I want to figure out how routers correlate between each other. Like, if a specific error occurred in router A, and almost at the same time the error occurs in router B, they probably have some connection with each other (are at one line).

## The Data

Suppose I have a dataframe that looks like this:

|Router|Error|Duration|Timestamp          |
|DB-XX |GSM  |26.5374 |2019-05-01 00:20:14|
|DT-XY |AUC  |15.5400 |2019-05-01 01:15:01|
|DR-YY |AUC  |02.0333 |2019-05-01 01:17:13|
|DP-YX |LOC  |45.2609 |2019-05-01 00:01:10|


## The question

What is the best way to deal with it? Regression (one vs the rest) for each router? The problem is, that there are hundreds of models and I also want to reduce computational costs...

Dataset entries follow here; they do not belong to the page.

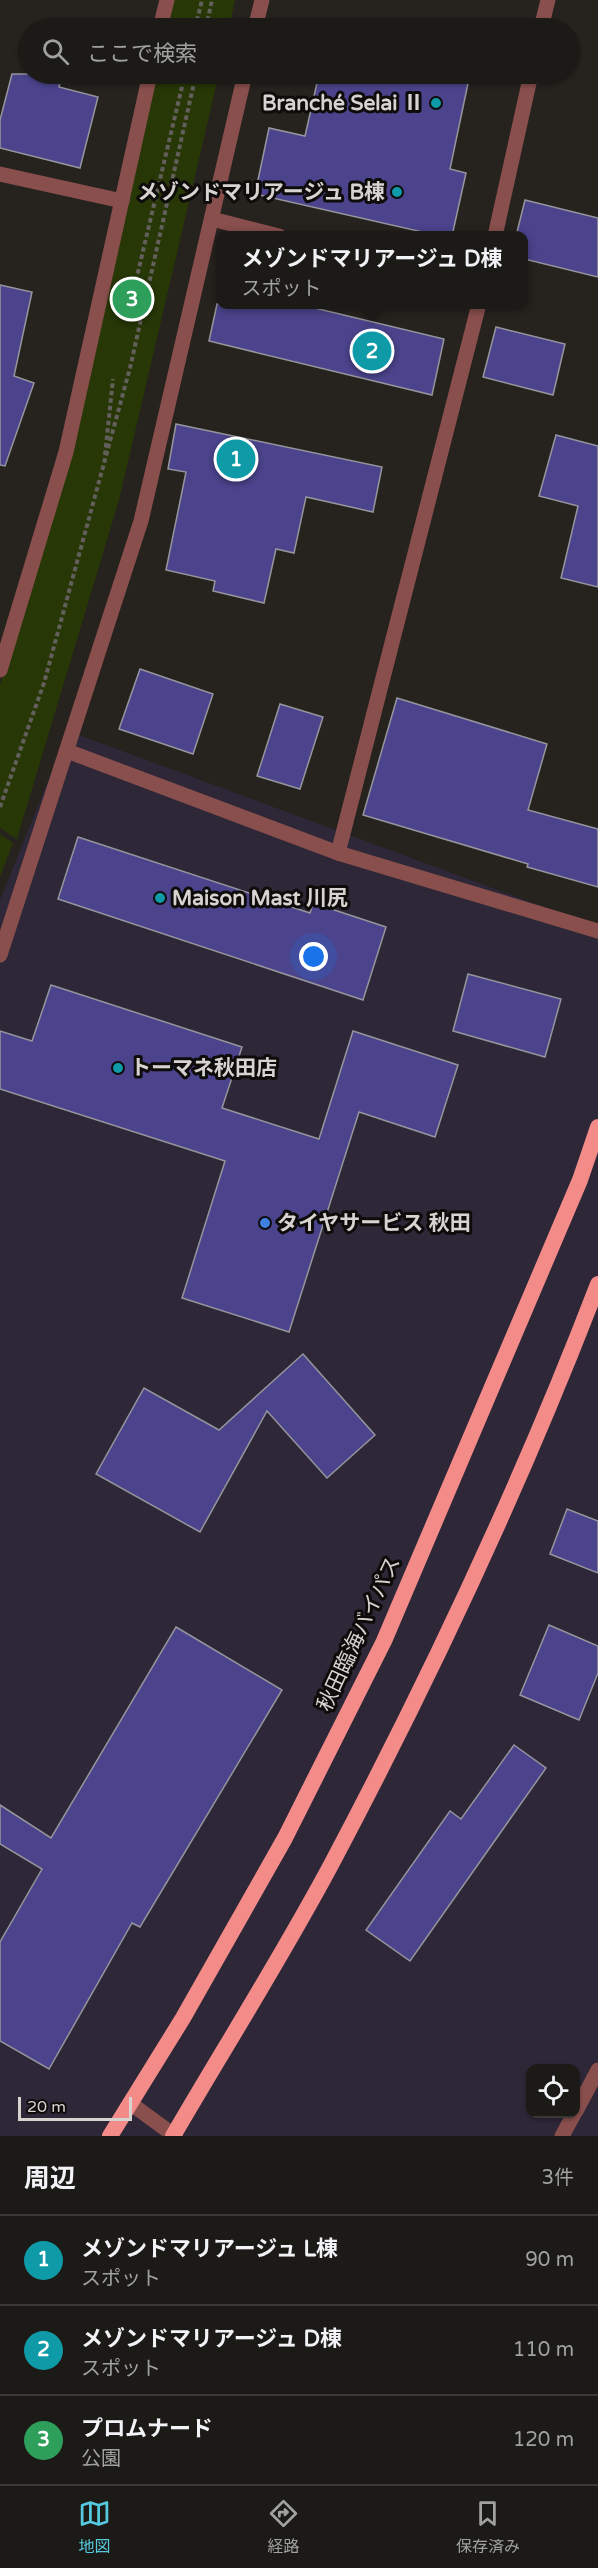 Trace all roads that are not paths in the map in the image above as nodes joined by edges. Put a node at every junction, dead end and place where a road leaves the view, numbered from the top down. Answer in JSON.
{"nodes":[{"id":1,"x":167,"y":0,"type":"edge"},
{"id":2,"x":262,"y":0,"type":"edge"},
{"id":3,"x":548,"y":0,"type":"edge"},
{"id":4,"x":162,"y":18,"type":"edge"},
{"id":5,"x":258,"y":18,"type":"edge"},
{"id":6,"x":544,"y":18,"type":"edge"},
{"id":7,"x":148,"y":84,"type":"edge"},
{"id":8,"x":243,"y":84,"type":"edge"},
{"id":9,"x":529,"y":84,"type":"edge"},
{"id":10,"x":0,"y":174,"type":"edge"},
{"id":11,"x":122,"y":201,"type":"junction"},
{"id":12,"x":212,"y":219,"type":"junction"},
{"id":13,"x":259,"y":231,"type":"edge"},
{"id":14,"x":496,"y":231,"type":"edge"},
{"id":15,"x":478,"y":309,"type":"edge"},
{"id":16,"x":0,"y":670,"type":"edge"},
{"id":17,"x":67,"y":751,"type":"junction"},
{"id":18,"x":338,"y":853,"type":"junction"},
{"id":19,"x":598,"y":931,"type":"edge"},
{"id":20,"x":0,"y":955,"type":"edge"},
{"id":21,"x":598,"y":1127,"type":"edge"},
{"id":22,"x":598,"y":1284,"type":"edge"},
{"id":23,"x":598,"y":2070,"type":"edge"},
{"id":24,"x":130,"y":2103,"type":"junction"},
{"id":25,"x":580,"y":2103,"type":"edge"},
{"id":26,"x":572,"y":2118,"type":"edge"},
{"id":27,"x":110,"y":2136,"type":"edge"},
{"id":28,"x":174,"y":2136,"type":"edge"},
{"id":29,"x":562,"y":2136,"type":"edge"}],
"edges":[{"from":1,"to":4,"type":"street"},
{"from":2,"to":5,"type":"street"},
{"from":3,"to":6,"type":"street"},
{"from":7,"to":11,"type":"street"},
{"from":8,"to":12,"type":"street"},
{"from":9,"to":14,"type":"street"},
{"from":10,"to":11,"type":"street"},
{"from":11,"to":16,"type":"street"},
{"from":12,"to":13,"type":"street"},
{"from":12,"to":17,"type":"street"},
{"from":15,"to":18,"type":"street"},
{"from":17,"to":18,"type":"street"},
{"from":17,"to":20,"type":"street"},
{"from":18,"to":19,"type":"street"},
{"from":21,"to":24,"type":"highway","name":"秋田臨海バイパス"},
{"from":22,"to":28,"type":"highway"},
{"from":23,"to":25,"type":"street"},
{"from":24,"to":27,"type":"highway","name":"秋田臨海バイパス"},
{"from":24,"to":28,"type":"street"},
{"from":26,"to":29,"type":"street"}]}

3A simple method would be to represent your router state as a time series (1-error, 0-no error) and compute the correlation matrix. If errors are small fraction of time, correlation is approximately equal to (duration A, B have error together)/sqrt((duration A error) x (duration B error)). – Valentas – 2019-07-05T10:36:33.067

Is your question language specific? (you put the python tag, in which case you should put your data into a pandas.DataFrame and use the corr() function. Maybe the get_dummie can be useful to transform categorical features into numeric ones)

– Manu H – 2019-07-05T11:47:14.950

0

Blindly Dummy Coding errors in Pandas will introduce irrational numerical relationships between different types of errors and this will not help you in finding true similarity.

First and foremost you would like to convert your data into time series data of each router with sampling at equal time steps for each error. 1s for the time steps when the error occurs, 0s for the time step when it doesn't. By this, you convert each router's data into a binary vector for each specific error.

Next thing, calculating a Pearson or Spearman correlation between binary vectors is not a good idea. As explained brilliantly here,

Correlations arise naturally for some problems involving 0s and 1s, e.g. in the study of binary processes in time or space. On the whole, however, there will be better ways of thinking about such data, depending largely on the main motive for such a study. For example, the fact that correlations make much sense does not mean that linear regression is a good way to model a binary response.

You would like to use a similarity metric designed specifically for binary vectors. For example, Jaccard Similarity which computes intersection over union (number of times when both of the vectors were one divided by number of times when either one was) is a good choice. A great summary of such similarity vectors can be found in this article.

Calculations involving these similarity calculations won't be computationally intensive.

Depending on the sparsity of data, it might be better to do Frequent Itemset Mining so that you know when an error occurs, which routers go down together.

0

Correlation is a metric that can be used when two features have the same number of total observations. Given your scenario, each router can fail for different number of times. So, we can't estimate correlation between two routers since they will be having different number of observations.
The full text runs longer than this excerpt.